**Description of the task:**
Each line below should be written out exactly, with none skipped.

**Data for this exercise:**
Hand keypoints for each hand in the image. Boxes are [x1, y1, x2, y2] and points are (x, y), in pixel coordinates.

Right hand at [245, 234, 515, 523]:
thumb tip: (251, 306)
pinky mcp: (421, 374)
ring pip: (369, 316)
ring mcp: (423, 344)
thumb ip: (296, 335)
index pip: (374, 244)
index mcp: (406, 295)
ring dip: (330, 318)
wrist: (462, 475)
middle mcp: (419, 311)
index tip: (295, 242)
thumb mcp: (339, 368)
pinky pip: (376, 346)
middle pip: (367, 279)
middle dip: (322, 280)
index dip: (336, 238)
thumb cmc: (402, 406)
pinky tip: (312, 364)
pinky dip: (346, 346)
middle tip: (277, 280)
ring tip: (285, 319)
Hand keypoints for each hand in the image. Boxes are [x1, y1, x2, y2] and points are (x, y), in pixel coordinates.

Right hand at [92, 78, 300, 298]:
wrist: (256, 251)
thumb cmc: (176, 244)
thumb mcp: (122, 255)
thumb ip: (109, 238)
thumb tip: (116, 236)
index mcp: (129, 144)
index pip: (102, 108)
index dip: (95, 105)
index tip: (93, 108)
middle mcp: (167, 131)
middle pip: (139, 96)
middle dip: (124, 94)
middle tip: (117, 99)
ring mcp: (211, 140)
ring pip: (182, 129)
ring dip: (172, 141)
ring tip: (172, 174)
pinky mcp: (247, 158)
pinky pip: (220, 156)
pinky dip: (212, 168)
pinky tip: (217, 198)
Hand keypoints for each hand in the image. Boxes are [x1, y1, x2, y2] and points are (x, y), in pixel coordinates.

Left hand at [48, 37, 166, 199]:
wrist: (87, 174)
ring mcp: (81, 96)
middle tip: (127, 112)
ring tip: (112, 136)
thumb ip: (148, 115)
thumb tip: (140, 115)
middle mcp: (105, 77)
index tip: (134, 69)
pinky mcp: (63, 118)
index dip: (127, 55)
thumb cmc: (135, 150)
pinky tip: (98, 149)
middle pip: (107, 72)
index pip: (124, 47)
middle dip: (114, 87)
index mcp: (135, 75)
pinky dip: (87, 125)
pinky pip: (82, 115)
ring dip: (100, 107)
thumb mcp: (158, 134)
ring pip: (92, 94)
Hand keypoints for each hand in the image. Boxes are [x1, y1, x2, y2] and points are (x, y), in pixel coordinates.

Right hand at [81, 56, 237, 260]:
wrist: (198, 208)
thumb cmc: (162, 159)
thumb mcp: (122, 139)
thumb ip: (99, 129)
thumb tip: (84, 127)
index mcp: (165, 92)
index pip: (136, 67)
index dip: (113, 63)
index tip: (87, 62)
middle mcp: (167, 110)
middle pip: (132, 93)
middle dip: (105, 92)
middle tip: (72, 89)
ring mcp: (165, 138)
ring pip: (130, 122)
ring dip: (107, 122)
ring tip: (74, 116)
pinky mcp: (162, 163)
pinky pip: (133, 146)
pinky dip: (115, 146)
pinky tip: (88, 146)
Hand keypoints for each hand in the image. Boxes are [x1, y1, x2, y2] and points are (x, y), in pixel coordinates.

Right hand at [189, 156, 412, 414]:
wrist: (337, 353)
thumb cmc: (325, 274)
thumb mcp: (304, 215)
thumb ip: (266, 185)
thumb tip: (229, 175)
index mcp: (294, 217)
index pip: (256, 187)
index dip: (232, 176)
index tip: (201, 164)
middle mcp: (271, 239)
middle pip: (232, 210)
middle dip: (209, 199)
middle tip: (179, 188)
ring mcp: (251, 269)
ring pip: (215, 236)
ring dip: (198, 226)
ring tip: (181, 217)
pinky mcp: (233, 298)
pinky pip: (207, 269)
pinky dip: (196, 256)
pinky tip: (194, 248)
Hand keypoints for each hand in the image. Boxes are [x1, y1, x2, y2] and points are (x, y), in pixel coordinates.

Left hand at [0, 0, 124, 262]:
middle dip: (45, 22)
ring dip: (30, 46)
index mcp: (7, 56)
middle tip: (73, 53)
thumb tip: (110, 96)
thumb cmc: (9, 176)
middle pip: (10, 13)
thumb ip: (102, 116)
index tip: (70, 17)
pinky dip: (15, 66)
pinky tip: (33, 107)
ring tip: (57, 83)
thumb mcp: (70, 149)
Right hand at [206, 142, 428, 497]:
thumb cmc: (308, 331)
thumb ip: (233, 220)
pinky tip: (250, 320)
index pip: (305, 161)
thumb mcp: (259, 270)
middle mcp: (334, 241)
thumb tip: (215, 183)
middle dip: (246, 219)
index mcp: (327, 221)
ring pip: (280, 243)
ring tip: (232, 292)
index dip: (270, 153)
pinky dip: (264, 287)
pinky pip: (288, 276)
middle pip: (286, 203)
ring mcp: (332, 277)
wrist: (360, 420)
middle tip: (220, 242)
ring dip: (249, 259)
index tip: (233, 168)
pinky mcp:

**Exercise answer:**
Hand keypoints for each hand in the image. Boxes are [x1, y1, x2, y2] and points are (x, y), in pixel coordinates.

Right hand at [245, 234, 515, 523]:
thumb tip: (251, 306)
pinky mcp: (421, 374)
ring pip: (369, 316)
ring mcp: (423, 344)
thumb ip: (296, 335)
index pip: (374, 244)
index mcp: (406, 295)
ring dip: (330, 318)
wrist: (462, 475)
middle mcp: (419, 311)
index tip: (295, 242)
thumb mcp: (339, 368)
pinky pip: (376, 346)
middle pip: (367, 279)
middle dip: (322, 280)
index dip: (336, 238)
thumb cmc: (402, 406)
pinky tip: (312, 364)
pinky dip: (346, 346)
middle tip: (277, 280)
ring tip: (285, 319)
Hand keypoints for each hand in the image. Boxes are [x1, y1, x2, y2] and points are (x, y), in pixel coordinates.

Right hand at [92, 78, 300, 298]:
wrist: (256, 251)
thumb cmc: (176, 244)
thumb mcp: (122, 255)
thumb ip: (109, 238)
thumb tip: (116, 236)
index mcp: (129, 144)
index pip: (102, 108)
index dip: (95, 105)
index tip: (93, 108)
middle mcp: (167, 131)
middle pip: (139, 96)
middle dip: (124, 94)
middle tip: (117, 99)
ring mcp: (211, 140)
ring pip: (182, 129)
ring dip: (172, 141)
ring tip: (172, 174)
pinky mcp: (247, 158)
pinky pip: (220, 156)
pinky dip: (212, 168)
pinky tip: (217, 198)
Hand keypoints for each hand in the image. Boxes are [x1, y1, x2, y2] and points are (x, y), in pixel coordinates.

Left hand at [48, 37, 166, 199]:
wrist: (87, 174)
ring mcp: (81, 96)
middle tip: (127, 112)
ring tip: (112, 136)
thumb ip: (148, 115)
thumb tip: (140, 115)
middle mcp: (105, 77)
index tip: (134, 69)
pinky mcp: (63, 118)
index dip: (127, 55)
thumb cmc: (135, 150)
pinky tip: (98, 149)
middle pip: (107, 72)
index pip: (124, 47)
middle dip: (114, 87)
index mcp: (135, 75)
pinky dip: (87, 125)
pinky pip: (82, 115)
ring dip: (100, 107)
thumb mcp: (158, 134)
ring pip: (92, 94)
Hand keypoints for each hand in the image. Boxes are [x1, y1, x2, y2] and points are (x, y), in pixel coordinates.

Right hand at [81, 56, 237, 260]:
wrist: (198, 208)
thumb cmc: (162, 159)
thumb mcp: (122, 139)
thumb ip: (99, 129)
thumb tip: (84, 127)
index mcp: (165, 92)
index pip: (136, 67)
index dip: (113, 63)
index tip: (87, 62)
middle mcp: (167, 110)
middle pip: (132, 93)
middle dip: (105, 92)
middle tip: (72, 89)
ring mcp: (165, 138)
ring pip: (130, 122)
ring dip: (107, 122)
ring tip: (74, 116)
pinky mcp: (162, 163)
pinky pip: (133, 146)
pinky dip: (115, 146)
pinky tip: (88, 146)
Hand keypoints for each hand in the image. Boxes are [x1, y1, x2, y2] and points are (x, y), in pixel coordinates.

Right hand at [189, 156, 412, 414]:
wrist: (337, 353)
thumb cmc: (325, 274)
thumb mcp: (304, 215)
thumb ip: (266, 185)
thumb tip: (229, 175)
index mcp: (294, 217)
index pip: (256, 187)
index dip: (232, 176)
index tip: (201, 164)
middle mcp: (271, 239)
middle pip: (232, 210)
middle dip: (209, 199)
middle tip: (179, 188)
ring mcp: (251, 269)
ring pip: (215, 236)
ring dip: (198, 226)
ring tip: (181, 217)
pinky mcp: (233, 298)
pinky pip: (207, 269)
pinky dip: (196, 256)
pinky tip: (194, 248)
Hand keypoints for each hand in the image. Boxes are [x1, y1, x2, y2] and points are (x, y), in pixel coordinates.

Left hand at [0, 0, 124, 262]:
middle dip: (45, 22)
ring dip: (30, 46)
index mcp: (7, 56)
middle tip: (73, 53)
thumb tip: (110, 96)
thumb cmc: (9, 176)
middle pip: (10, 13)
thumb ip: (102, 116)
index tip: (70, 17)
pinky dip: (15, 66)
pinky tip: (33, 107)
ring tip: (57, 83)
thumb mcp: (70, 149)
Right hand at [206, 142, 428, 497]:
thumb cmc: (308, 331)
thumb ip: (233, 220)
pinky tip: (250, 320)
index pip: (305, 161)
thumb mcp: (259, 270)
middle mcp: (334, 241)
thumb tip: (215, 183)
middle dip: (246, 219)
index mcp: (327, 221)
ring pip: (280, 243)
ring tip: (232, 292)
index dip: (270, 153)
pinky dip: (264, 287)
pinky pip: (288, 276)
middle pip: (286, 203)
ring mcp: (332, 277)
wrist: (360, 420)
middle tip: (220, 242)
ring dip: (249, 259)
index tip: (233, 168)
pinky mcp:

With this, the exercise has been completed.